Escasos son los datos que conocemos de este ensoñador
rincón del Valle de Panchoy. Sólo sabemos
que el fundador de esta numerosa comunidad fue el presbítero
don Juan Godínez que, durante la conquista de este
reino, fue capellán de los conquistadores españoles
y que su templo, dedicado bajo la advocación de Santa
Isabel de Hungría, fue estrenado y puesto al servicio
del culto religioso en el siglo XVII. En aquella época
se llamó a este lugar "barrio de los jaboneros",
en virtud de que su vecinos se dedicaban a la elaboración
de jabón. Este templo sufrió serios daños
con los terremotos de 1717, 1773 y los de 1917-1978. Desde
entonces quedó en ruinas y recientemente fue objeto
de restauración en su fachada. Su fiesta patronal
se celebra el 19 de noviembre con solemnes actos religiosos,
culturales, sociales, deportivos y populares. Desde el siglo
pasado pasó a la categoría de aldea la Ciudad
de La Antigua Guatemala.
Santa Isabel complementa su belleza con la hermosa cruz,
tallada en piedra maciza que luce su fachada y que fue colocada
en 1673.
Este barrio y luego aldea se localiza unos trescientos
metros al oriente de la iglesia del Calvario y al sur oriente
de la Ciudad de Santiago de Guatemala, hoy La Antigua Guatemala.
Su altura sobre el nivel del mar es de 1,530 metros. Goza
de clima templado y agradable todo el año.
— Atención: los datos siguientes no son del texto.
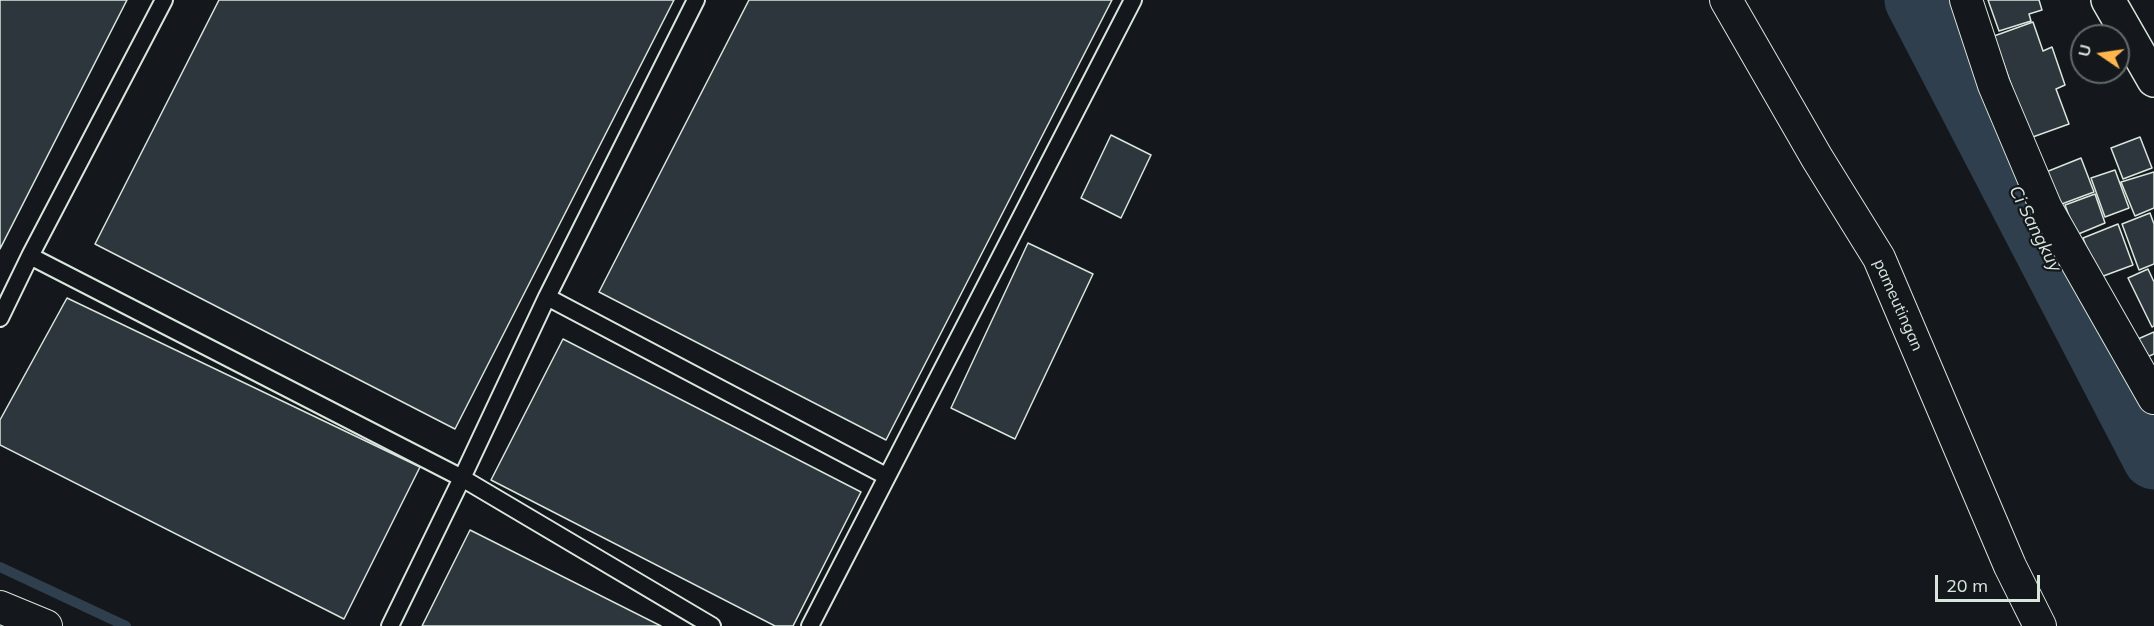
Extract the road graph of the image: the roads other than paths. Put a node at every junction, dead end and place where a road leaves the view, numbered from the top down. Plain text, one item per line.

Cuenta con todos los servicios públicos necesarios:
agua potable, alumbrado eléctrico, drenajes, transporte,
etc.
Entre sus construcciones, frente a las ruinas, hace algunos
años se construyó un hotel que funcionó
como tal muy poco tiempo.
En la actualidad tiene una población de aproximadamente
unos mil habitantes; en su mayoría excelentes artesanos
y algunos se dedicaban a la agricultura.